My new year’s resolution for 1996 was to leave my television off for the entire year.
For fun, I almost took a photograph of the remote covered in dust at the end of the year.
I seem to recall reading between 20,000 and 40,000 pages that year. What a coincidence!
How long can I live without it voluntarily? Or how long do I get to live without it?
When I was single, I used to go for months at a time without it even occuring to me to turn the TV on (I had two.) However, now, I only get to do without it until the hubby comes home, or gets up in the morning, or whatever. :rolleyes: Then it comes on, almost all the time! And it’s so damned insidious! I’ll be going along, cleaning, or reading or whatever and all of a sudden, I realize I’m watching TV instead of whatever I’d been doing!
Whew! I’ll take up for the other side for a minute. I like TV. I watch it every day. I was thrilled when BBC America was added to our line-up. Huge chunks of Red Dwarf, Doctor Who on many times a week, Ground Force, Changing Rooms…this is what I needed.

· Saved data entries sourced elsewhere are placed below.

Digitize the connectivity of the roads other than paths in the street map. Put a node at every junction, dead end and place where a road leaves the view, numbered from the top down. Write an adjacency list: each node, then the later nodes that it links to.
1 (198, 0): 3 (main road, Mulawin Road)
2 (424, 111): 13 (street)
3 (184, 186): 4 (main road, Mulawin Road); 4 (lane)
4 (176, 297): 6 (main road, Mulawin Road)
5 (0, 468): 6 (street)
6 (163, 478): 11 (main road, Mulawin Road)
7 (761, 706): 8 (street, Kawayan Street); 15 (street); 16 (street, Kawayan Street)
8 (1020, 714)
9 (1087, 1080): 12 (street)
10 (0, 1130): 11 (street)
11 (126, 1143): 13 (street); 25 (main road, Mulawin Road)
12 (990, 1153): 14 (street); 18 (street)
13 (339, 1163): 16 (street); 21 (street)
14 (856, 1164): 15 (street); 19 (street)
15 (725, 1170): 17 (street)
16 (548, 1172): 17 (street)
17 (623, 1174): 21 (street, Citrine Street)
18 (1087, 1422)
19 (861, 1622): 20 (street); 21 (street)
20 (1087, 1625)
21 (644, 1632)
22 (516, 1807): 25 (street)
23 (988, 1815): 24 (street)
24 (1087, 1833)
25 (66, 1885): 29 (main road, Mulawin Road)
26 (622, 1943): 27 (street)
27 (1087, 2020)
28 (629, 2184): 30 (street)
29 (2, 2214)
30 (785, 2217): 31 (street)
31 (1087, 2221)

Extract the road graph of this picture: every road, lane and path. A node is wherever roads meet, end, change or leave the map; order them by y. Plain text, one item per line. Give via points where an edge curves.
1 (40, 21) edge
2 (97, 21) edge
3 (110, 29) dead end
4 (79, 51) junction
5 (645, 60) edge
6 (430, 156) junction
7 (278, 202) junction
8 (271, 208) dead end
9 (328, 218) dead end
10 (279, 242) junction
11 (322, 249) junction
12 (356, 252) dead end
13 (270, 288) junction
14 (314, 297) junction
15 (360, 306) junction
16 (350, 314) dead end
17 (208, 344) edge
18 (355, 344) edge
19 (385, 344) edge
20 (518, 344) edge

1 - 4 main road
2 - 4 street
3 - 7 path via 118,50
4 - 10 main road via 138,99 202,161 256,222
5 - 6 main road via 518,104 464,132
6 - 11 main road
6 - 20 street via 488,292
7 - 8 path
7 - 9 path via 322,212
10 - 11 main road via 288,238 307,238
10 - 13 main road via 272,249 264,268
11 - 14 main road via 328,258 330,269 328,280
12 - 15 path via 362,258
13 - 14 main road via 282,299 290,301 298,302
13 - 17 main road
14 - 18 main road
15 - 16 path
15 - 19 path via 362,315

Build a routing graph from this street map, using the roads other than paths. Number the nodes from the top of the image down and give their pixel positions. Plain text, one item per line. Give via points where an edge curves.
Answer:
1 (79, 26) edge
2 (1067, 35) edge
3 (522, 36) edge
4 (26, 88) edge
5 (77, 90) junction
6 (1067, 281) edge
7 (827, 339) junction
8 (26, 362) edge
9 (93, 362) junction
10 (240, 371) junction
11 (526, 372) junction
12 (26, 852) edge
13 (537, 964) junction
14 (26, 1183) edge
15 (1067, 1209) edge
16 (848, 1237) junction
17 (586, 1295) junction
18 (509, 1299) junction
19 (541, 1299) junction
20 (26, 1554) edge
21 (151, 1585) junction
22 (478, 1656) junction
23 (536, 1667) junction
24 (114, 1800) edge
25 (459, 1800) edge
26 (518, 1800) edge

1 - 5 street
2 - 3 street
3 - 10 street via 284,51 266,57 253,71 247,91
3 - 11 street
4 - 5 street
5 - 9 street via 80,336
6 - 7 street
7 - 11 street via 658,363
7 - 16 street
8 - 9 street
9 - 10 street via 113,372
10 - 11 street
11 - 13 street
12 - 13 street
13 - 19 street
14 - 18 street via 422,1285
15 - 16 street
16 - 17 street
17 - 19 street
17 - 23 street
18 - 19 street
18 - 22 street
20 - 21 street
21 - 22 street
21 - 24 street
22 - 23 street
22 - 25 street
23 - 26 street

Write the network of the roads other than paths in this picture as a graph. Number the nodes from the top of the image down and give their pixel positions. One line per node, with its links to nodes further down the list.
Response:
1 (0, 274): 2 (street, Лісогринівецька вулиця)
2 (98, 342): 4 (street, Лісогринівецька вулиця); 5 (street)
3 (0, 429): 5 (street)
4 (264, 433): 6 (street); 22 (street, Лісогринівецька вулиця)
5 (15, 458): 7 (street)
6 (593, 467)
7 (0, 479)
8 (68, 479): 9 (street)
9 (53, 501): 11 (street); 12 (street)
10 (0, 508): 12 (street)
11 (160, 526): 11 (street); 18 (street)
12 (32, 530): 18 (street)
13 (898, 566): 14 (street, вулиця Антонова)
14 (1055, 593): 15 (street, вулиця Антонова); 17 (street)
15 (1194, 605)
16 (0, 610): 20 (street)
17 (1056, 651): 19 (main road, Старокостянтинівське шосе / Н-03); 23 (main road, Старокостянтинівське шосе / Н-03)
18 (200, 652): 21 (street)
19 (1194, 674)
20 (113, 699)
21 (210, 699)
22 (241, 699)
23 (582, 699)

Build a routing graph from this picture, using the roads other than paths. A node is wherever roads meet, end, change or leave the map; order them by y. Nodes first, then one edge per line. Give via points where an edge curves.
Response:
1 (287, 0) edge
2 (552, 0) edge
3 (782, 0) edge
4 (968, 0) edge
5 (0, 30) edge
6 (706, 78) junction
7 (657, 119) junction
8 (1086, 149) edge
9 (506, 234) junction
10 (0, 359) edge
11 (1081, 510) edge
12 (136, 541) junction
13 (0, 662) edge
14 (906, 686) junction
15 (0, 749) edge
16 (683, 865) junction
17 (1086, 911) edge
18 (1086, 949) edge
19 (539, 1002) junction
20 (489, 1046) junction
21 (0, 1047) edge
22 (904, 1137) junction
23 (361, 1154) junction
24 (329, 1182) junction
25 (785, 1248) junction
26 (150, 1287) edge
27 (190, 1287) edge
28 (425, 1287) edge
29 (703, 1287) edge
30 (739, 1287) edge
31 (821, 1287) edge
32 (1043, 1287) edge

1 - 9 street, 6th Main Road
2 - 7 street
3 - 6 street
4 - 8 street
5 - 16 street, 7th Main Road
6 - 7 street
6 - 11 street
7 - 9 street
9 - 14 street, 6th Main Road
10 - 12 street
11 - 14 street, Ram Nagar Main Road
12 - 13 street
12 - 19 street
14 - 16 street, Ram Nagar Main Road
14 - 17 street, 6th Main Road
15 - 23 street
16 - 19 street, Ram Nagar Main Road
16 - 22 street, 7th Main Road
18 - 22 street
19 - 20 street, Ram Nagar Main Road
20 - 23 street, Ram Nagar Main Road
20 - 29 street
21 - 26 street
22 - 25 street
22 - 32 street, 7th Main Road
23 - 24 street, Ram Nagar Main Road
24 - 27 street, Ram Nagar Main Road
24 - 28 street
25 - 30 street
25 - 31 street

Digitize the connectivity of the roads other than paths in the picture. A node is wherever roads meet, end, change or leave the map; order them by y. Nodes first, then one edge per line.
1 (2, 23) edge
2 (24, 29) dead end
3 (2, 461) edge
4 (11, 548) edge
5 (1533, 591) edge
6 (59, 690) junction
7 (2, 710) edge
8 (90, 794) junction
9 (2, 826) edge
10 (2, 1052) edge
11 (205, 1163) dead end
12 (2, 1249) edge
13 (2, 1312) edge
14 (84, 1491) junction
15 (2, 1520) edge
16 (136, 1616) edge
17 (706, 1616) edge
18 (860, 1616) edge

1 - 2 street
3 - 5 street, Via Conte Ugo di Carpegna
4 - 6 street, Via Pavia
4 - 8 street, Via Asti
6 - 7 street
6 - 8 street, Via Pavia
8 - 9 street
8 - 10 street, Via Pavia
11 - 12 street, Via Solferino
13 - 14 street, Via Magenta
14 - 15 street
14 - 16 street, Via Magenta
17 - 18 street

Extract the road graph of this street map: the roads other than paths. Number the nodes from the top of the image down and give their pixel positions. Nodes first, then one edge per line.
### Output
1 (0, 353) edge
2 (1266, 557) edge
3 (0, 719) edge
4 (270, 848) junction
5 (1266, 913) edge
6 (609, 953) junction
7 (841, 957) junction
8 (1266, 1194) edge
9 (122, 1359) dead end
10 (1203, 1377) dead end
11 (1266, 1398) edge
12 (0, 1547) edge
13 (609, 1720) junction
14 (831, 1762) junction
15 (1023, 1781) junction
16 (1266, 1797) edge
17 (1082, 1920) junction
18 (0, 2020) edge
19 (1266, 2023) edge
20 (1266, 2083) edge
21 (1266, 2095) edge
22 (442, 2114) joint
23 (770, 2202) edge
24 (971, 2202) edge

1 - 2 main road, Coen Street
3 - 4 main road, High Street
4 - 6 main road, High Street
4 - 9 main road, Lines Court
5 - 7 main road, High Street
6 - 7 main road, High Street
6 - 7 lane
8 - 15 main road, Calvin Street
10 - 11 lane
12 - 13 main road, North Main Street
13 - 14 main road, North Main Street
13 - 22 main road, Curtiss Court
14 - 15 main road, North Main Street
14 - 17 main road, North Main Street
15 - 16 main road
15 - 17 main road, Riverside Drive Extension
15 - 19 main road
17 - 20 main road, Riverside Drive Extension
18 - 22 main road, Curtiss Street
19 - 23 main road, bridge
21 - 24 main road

I watch the “good” stuff, and I watch fluff. I like soaps. I like music videos. I like Nova. I used to like Biography, until they started doing really odd ones - tune in, it’s Fast Food Week! I want to see the Biography of Eleanor of Aquitane!
I also love to read. But the problem is, it’s hard to get a good book. The local library has an insane policy of selling off “old” books - Philip K. Dick, Dorothy Sayers, Georges Simenon - all gone.
I have no problem with people who don’t watch TV, or who don’t like TV. That’s fine with me. Actually, I’m annoyed when I go to visit someone and they watch TV the whole time I’m there. I understand if it’s something they really like, but if it’s just watch whatever’s on I feel irritated. When friends come over, I turn the TV off (and hit record on the VCR if needed).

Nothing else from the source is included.